> Work item:
All lines of the listing that contain "Give" should be shown in full.

"""

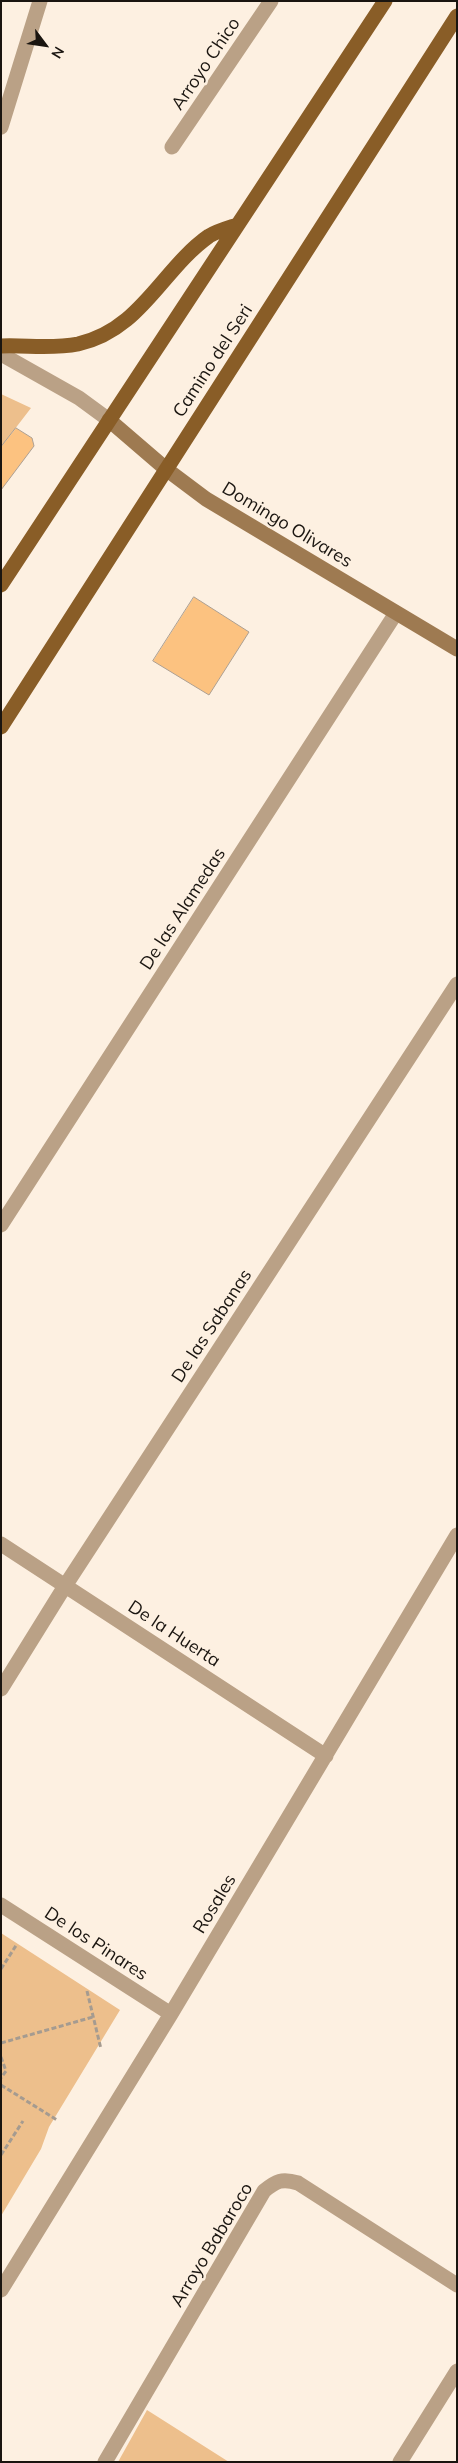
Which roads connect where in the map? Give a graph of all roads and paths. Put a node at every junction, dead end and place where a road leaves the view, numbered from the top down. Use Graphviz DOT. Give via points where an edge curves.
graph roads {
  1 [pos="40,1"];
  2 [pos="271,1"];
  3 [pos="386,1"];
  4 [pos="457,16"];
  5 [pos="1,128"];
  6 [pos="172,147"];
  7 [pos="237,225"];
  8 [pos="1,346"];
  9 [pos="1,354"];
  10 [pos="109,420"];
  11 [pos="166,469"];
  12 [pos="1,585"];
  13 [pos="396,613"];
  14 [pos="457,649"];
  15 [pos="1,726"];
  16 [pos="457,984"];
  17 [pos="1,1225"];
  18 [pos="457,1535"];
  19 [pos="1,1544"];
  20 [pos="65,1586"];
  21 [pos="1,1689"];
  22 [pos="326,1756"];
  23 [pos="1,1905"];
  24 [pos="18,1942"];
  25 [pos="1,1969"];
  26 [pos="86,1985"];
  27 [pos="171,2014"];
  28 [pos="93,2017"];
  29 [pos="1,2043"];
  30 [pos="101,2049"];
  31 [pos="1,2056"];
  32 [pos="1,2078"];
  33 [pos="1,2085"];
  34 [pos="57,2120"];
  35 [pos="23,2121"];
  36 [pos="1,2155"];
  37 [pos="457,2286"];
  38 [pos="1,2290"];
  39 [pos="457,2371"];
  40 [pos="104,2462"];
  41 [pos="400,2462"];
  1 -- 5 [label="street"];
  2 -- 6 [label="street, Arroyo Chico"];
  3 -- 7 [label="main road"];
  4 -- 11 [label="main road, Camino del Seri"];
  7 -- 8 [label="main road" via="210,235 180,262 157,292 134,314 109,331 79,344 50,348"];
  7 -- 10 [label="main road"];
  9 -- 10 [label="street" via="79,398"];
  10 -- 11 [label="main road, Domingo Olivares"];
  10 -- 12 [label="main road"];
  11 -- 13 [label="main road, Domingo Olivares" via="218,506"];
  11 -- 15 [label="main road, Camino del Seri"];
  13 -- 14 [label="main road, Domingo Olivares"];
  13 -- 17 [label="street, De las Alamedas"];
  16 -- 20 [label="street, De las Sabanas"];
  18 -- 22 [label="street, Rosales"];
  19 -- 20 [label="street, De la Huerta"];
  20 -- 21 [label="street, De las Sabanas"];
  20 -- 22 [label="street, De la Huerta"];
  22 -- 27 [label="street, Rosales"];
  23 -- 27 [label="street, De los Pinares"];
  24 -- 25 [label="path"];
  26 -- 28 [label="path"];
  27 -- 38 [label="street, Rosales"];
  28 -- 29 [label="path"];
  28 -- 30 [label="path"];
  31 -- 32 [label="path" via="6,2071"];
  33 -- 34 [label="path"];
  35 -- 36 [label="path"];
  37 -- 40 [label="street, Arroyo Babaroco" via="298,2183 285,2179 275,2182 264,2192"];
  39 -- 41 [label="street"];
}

"""
"""

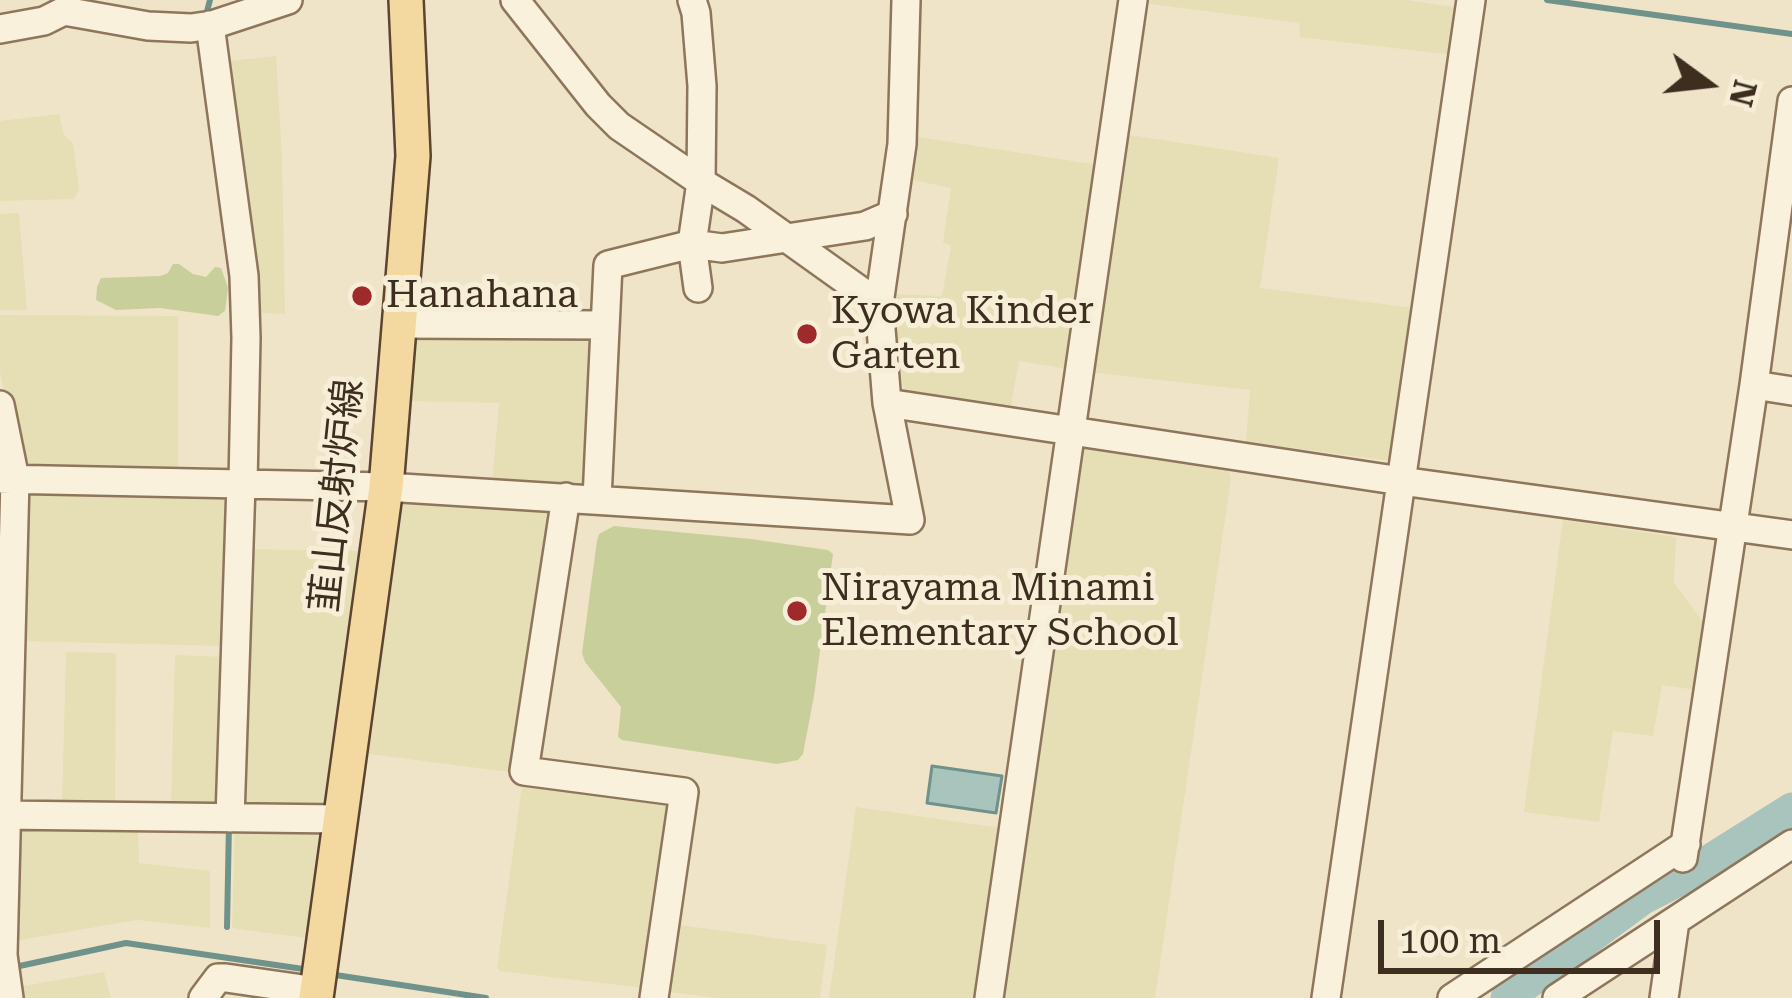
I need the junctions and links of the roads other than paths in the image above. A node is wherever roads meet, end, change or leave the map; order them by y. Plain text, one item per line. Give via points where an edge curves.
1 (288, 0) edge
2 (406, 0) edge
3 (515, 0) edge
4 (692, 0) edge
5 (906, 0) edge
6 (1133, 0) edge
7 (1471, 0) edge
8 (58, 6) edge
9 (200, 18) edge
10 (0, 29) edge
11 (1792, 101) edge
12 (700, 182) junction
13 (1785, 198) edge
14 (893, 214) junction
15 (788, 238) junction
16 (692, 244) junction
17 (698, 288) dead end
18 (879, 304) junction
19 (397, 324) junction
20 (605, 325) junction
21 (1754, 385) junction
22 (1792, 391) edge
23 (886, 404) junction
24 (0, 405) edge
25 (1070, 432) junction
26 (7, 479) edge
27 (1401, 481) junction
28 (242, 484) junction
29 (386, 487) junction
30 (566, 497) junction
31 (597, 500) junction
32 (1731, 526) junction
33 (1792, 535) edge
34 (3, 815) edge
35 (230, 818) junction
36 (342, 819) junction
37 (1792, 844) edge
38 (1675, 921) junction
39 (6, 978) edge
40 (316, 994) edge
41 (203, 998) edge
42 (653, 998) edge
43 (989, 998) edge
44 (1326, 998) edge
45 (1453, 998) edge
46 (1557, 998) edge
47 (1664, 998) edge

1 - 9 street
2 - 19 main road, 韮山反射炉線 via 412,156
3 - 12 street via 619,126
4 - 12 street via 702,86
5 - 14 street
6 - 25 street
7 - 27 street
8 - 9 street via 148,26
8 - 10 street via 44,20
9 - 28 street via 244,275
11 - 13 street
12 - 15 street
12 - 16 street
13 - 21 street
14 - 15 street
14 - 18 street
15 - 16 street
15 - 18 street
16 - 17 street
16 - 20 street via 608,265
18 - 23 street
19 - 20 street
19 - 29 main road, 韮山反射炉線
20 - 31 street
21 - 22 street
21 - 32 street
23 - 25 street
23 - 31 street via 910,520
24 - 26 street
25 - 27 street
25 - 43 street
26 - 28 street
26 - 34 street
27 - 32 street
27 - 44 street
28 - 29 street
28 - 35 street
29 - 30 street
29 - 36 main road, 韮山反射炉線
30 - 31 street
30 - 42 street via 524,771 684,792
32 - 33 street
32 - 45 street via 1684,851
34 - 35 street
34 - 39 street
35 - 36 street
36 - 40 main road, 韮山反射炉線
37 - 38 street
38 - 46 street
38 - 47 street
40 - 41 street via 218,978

"""

> Result of the task:
Which roads connect where in the map? Give a graph of all roads and paths. Put a node at every junction, dead end and place where a road leaves the view, numbered from the top down. Use Graphviz DOT. Give via points where an edge curves.
I need the junctions and links of the roads other than paths in the image above. A node is wherever roads meet, end, change or leave the map; order them by y. Plain text, one item per line. Give via points where an edge curves.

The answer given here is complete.